_RECORDS SHOWN_.
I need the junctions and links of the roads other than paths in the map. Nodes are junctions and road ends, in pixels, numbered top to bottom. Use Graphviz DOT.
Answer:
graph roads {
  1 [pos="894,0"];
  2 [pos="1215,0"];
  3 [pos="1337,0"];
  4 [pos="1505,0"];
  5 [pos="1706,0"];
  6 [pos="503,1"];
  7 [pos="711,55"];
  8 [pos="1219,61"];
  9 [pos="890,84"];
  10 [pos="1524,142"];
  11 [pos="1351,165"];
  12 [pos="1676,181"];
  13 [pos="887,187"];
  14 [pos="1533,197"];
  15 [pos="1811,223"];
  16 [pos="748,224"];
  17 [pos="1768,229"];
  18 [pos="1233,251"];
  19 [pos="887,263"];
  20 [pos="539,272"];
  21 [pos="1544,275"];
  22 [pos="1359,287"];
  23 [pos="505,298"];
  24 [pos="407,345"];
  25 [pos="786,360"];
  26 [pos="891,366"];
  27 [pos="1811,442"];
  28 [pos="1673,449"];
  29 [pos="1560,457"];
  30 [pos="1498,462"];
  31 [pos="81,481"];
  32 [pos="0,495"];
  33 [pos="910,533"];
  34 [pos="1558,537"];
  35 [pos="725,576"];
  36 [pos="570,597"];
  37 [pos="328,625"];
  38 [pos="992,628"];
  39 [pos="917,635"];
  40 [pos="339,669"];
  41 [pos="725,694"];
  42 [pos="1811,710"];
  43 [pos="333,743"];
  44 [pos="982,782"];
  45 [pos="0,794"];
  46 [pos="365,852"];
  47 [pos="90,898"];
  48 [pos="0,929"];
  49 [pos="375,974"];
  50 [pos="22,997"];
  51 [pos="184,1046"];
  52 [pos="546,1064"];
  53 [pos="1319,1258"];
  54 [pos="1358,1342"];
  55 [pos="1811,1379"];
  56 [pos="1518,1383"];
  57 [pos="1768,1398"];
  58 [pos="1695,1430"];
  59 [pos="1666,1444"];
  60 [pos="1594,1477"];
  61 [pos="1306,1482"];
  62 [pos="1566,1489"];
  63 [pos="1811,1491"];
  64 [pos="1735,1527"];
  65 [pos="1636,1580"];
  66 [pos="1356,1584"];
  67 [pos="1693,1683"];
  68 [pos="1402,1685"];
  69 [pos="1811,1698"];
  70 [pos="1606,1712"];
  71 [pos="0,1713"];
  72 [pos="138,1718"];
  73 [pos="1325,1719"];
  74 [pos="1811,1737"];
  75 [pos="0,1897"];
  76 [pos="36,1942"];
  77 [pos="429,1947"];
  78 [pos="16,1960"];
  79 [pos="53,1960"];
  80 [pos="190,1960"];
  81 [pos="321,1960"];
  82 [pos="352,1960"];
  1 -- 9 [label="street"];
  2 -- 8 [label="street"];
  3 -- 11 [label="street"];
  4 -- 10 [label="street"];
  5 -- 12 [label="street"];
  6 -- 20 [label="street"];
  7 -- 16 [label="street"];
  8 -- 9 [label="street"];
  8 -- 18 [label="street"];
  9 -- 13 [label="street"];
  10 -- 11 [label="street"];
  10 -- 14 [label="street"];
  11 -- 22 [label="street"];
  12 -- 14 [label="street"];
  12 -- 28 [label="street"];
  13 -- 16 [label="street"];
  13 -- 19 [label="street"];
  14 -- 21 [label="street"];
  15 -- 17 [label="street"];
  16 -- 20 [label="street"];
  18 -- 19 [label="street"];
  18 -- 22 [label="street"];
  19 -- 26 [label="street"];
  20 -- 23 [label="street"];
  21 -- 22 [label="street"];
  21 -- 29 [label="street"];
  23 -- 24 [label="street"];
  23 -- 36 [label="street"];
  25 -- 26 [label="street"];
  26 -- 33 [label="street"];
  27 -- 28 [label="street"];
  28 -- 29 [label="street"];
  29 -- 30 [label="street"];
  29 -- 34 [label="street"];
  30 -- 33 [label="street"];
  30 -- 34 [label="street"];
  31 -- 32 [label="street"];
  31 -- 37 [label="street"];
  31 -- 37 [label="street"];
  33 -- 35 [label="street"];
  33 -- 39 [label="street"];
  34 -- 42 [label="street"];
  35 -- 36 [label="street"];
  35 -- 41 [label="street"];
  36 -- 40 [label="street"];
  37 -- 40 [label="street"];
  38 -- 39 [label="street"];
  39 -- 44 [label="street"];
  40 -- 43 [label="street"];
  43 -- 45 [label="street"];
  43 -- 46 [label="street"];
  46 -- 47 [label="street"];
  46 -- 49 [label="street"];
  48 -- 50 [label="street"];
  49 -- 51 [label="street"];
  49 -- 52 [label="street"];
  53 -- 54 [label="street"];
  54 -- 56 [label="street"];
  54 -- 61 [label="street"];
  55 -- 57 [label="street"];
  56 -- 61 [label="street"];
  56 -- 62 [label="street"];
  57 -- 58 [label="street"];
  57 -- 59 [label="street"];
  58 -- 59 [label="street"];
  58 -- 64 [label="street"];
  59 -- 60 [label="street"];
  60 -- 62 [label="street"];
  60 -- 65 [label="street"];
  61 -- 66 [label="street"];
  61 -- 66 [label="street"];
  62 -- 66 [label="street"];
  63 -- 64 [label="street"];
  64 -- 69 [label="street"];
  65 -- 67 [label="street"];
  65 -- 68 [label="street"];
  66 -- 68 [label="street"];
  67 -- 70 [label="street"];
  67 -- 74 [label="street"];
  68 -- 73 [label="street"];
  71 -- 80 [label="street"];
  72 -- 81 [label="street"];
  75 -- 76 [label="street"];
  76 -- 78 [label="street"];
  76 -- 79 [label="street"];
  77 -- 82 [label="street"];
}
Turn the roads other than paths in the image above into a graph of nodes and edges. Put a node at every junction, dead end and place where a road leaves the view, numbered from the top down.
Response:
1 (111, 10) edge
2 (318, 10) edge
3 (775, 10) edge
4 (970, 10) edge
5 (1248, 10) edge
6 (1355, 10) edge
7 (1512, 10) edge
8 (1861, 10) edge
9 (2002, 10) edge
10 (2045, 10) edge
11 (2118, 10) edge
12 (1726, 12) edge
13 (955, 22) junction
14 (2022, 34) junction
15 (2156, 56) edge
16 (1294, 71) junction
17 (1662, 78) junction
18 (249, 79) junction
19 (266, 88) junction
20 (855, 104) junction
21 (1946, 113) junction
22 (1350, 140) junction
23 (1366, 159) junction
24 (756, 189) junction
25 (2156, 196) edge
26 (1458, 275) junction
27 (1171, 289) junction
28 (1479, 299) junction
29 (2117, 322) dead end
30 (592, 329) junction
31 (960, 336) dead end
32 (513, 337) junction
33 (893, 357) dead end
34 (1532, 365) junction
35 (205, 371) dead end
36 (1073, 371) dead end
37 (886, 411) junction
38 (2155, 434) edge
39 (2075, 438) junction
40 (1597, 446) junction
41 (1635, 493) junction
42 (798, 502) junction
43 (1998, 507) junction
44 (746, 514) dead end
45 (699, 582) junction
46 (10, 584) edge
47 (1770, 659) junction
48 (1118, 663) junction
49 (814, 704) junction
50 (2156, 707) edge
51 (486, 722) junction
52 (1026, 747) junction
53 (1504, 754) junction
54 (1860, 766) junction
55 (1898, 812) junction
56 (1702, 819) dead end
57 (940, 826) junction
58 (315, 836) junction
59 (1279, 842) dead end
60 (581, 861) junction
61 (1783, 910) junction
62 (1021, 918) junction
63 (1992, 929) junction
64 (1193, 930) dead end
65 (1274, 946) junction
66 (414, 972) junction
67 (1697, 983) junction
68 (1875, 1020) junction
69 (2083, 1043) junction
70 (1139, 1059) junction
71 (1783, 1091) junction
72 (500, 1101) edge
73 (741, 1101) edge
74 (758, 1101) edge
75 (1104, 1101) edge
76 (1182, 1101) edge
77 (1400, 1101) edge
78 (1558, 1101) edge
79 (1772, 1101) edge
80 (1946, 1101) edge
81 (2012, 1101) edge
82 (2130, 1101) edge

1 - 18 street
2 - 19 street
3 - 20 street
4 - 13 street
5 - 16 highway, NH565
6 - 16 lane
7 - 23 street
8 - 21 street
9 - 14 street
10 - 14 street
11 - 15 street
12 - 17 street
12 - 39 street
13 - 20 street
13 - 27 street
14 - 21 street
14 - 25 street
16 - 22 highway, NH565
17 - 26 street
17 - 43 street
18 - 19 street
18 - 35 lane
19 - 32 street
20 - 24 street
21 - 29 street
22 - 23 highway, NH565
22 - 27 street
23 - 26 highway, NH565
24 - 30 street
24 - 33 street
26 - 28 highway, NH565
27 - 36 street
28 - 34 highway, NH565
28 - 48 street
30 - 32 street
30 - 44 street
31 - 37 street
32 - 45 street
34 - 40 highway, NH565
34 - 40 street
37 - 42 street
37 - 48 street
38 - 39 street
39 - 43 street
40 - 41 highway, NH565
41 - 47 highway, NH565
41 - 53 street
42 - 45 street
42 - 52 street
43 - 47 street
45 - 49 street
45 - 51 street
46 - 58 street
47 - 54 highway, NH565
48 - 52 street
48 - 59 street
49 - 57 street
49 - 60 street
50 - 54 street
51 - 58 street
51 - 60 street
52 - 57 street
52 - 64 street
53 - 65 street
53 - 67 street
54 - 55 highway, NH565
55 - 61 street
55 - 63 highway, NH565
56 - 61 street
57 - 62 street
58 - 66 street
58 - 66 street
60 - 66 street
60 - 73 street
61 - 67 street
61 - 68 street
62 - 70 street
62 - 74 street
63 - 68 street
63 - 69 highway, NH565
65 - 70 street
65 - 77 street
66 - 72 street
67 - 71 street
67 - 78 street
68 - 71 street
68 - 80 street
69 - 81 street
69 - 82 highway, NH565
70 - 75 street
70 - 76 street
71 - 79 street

_WHAT THIS TASK INVOLVES_.
Lines with "other" in the listing above: state how many there are, and nothing else.

_SOLVED PROBLEM_.
2